● DATA EXTRACT
□ □ □

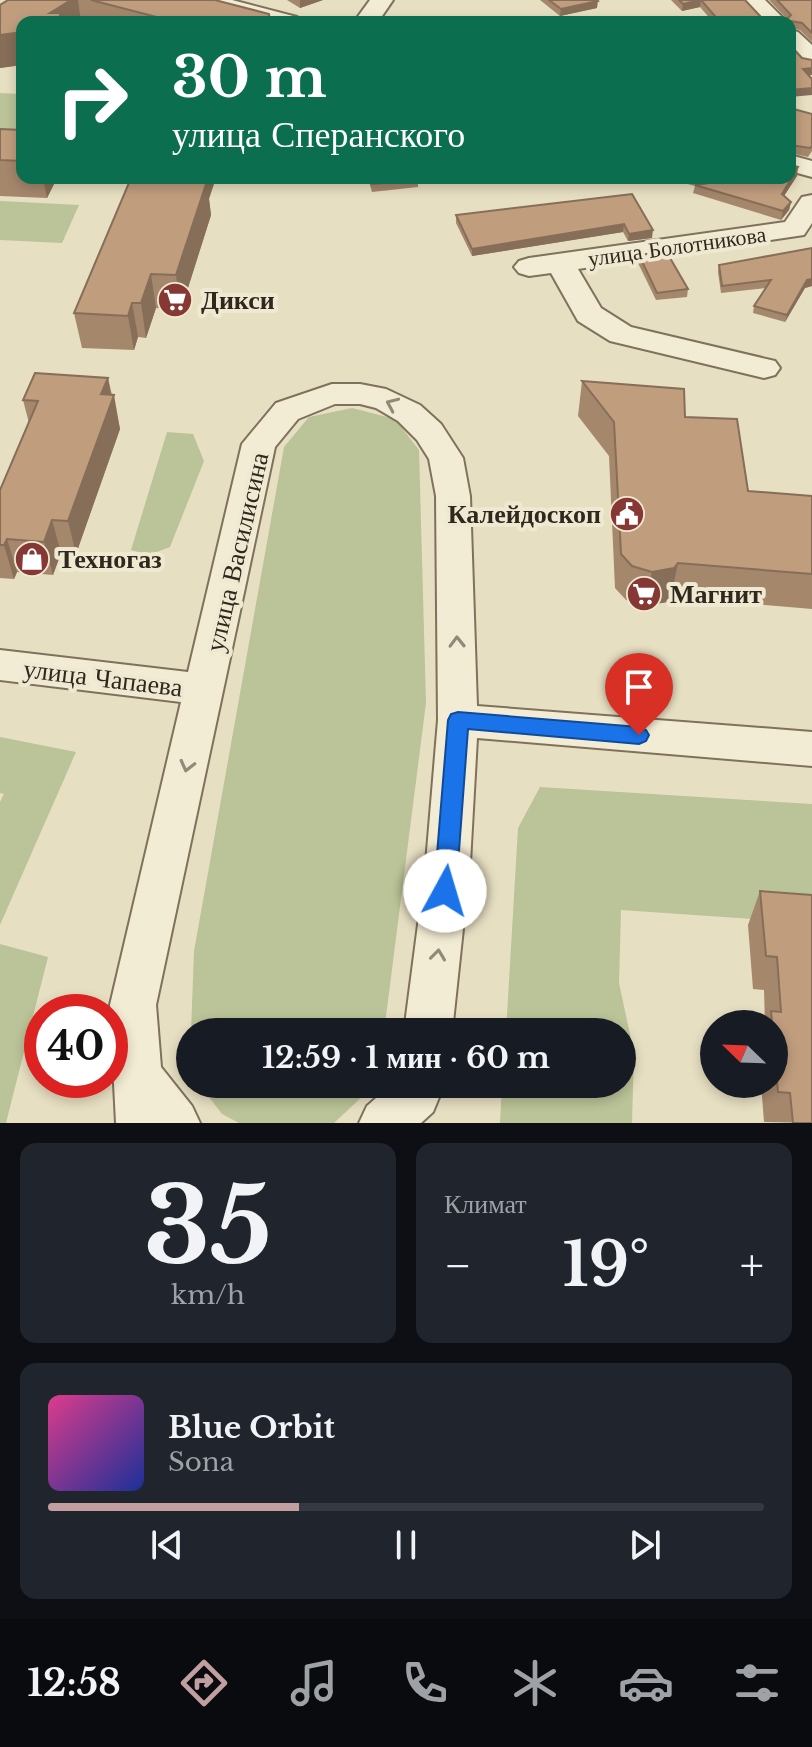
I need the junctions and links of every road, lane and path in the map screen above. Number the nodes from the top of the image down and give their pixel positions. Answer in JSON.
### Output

□ □ □

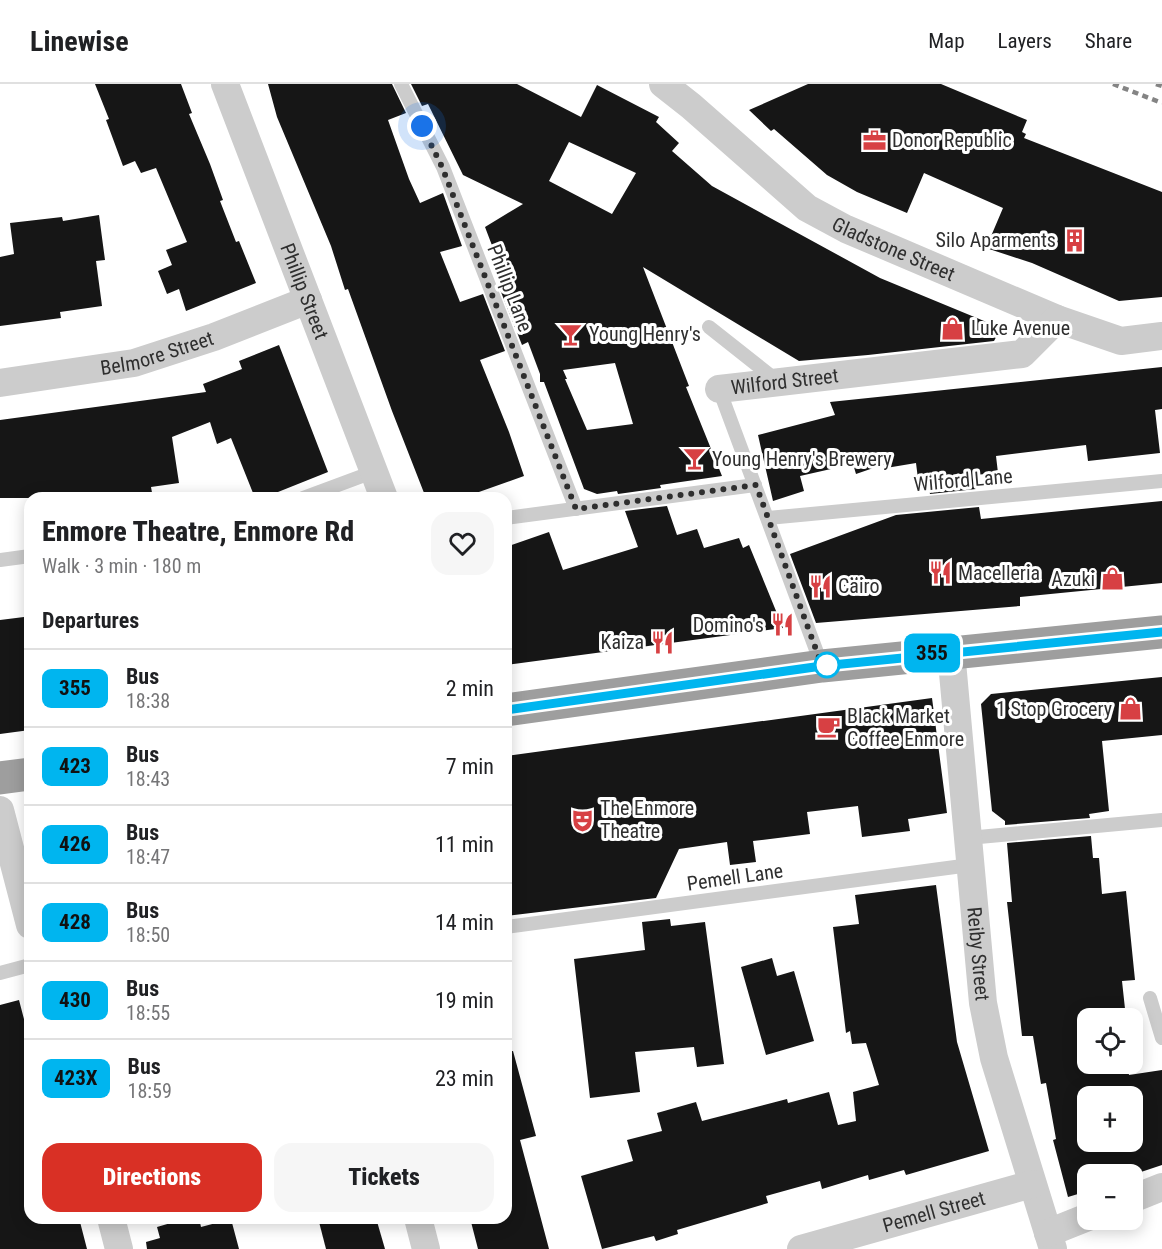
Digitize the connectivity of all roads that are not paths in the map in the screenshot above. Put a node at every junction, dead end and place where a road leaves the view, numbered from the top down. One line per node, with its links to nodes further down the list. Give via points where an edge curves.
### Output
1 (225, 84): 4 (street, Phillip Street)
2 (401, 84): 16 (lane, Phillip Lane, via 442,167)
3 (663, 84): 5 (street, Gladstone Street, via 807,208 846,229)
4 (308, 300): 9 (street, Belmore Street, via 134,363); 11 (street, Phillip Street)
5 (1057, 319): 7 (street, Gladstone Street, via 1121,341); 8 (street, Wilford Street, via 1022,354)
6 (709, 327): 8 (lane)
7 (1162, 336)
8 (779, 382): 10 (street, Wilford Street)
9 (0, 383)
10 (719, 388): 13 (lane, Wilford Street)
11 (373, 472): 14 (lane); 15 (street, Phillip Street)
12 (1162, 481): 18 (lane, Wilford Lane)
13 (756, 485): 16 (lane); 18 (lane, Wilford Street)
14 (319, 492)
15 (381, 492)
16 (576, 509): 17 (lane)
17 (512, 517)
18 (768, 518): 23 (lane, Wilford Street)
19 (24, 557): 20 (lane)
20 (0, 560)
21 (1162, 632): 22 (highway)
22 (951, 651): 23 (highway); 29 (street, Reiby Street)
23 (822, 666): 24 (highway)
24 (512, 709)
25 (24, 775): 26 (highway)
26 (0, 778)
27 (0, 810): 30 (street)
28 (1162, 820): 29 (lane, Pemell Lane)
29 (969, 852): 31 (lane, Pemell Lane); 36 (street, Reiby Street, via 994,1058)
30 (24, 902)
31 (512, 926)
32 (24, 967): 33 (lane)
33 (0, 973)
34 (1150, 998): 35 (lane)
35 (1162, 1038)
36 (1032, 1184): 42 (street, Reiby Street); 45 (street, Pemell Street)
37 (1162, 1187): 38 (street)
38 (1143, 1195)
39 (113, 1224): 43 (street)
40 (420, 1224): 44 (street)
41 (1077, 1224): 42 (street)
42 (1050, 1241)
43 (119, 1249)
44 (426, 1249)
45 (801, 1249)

□ □ □

● WHAT IS REQUIRED
Throughout the material above, find lines holding the word "road", then copy them.

● WRITTEN RESPONSE
I need the junctions and links of every road, lane and path in the map screen above. Number the nodes from the top of the image down and give their pixel positions. Answer in JSON.
Digitize the connectivity of all roads that are not paths in the map in the screenshot above. Put a node at every junction, dead end and place where a road leaves the view, numbered from the top down. One line per node, with its links to nodes further down the list. Give via points where an edge curves.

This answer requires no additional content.